A novel similarity classifier with multiple ideal vectors based on k-means clustering

Highlights：

• Introduction of novel similarity classifier with multiple ideal vectors

• Ideal vectors are determined with k-means clustering and the jump method.

• The model is tested on three artificial and three real-world data sets.

• Novel classifier often significantly better than the standard similarity classifier.

摘要

In the literature, researchers and practitioners can find a manifold of algorithms to perform a classification task. The similarity classifier is one of the more recently suggested classification algorithms. In this paper, we suggest a novel similarity classifier with multiple ideal vectors per class that are generated with k-means clustering in combination with the jump method. Two approaches for pre-processing, via simple standardization and via principal component analysis in combination with the MAP test and Parallel Analysis, are presented.

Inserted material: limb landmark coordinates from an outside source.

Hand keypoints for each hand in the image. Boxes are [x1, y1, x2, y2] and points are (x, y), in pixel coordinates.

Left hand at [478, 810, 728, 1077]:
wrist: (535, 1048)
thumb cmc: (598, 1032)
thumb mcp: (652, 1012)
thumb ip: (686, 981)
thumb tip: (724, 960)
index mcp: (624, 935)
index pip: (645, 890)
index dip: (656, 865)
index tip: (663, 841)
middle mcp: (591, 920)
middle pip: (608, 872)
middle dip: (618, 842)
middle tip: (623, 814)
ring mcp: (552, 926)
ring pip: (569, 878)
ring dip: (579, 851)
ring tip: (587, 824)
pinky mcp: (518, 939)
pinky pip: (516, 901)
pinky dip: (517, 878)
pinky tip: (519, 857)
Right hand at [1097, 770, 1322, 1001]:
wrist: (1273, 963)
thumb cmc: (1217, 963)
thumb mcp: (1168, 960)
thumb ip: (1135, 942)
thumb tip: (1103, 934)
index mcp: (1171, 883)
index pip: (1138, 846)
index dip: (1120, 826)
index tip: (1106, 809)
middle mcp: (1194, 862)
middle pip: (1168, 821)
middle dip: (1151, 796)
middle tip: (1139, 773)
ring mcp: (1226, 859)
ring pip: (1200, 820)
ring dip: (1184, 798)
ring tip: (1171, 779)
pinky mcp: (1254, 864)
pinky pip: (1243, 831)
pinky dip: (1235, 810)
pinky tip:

On the artificial data sets, the novel classifier with standardization and with transformation power Y = 1 for the jump method results in significantly higher mean classification accuracies than the standard classifier. The results of the artificial data sets demonstrate that in contrast to the standard similarity classifier, the novel approach has the ability to cope with more complex data structures. For the real-world credit data sets, the novel similarity classifier with standardization and Y = 1 achieves competitive results or even outperforms the k-nearest neighbour classifier, the Naive Bayes algorithm, decision trees, random forests and the standard similarity classifier.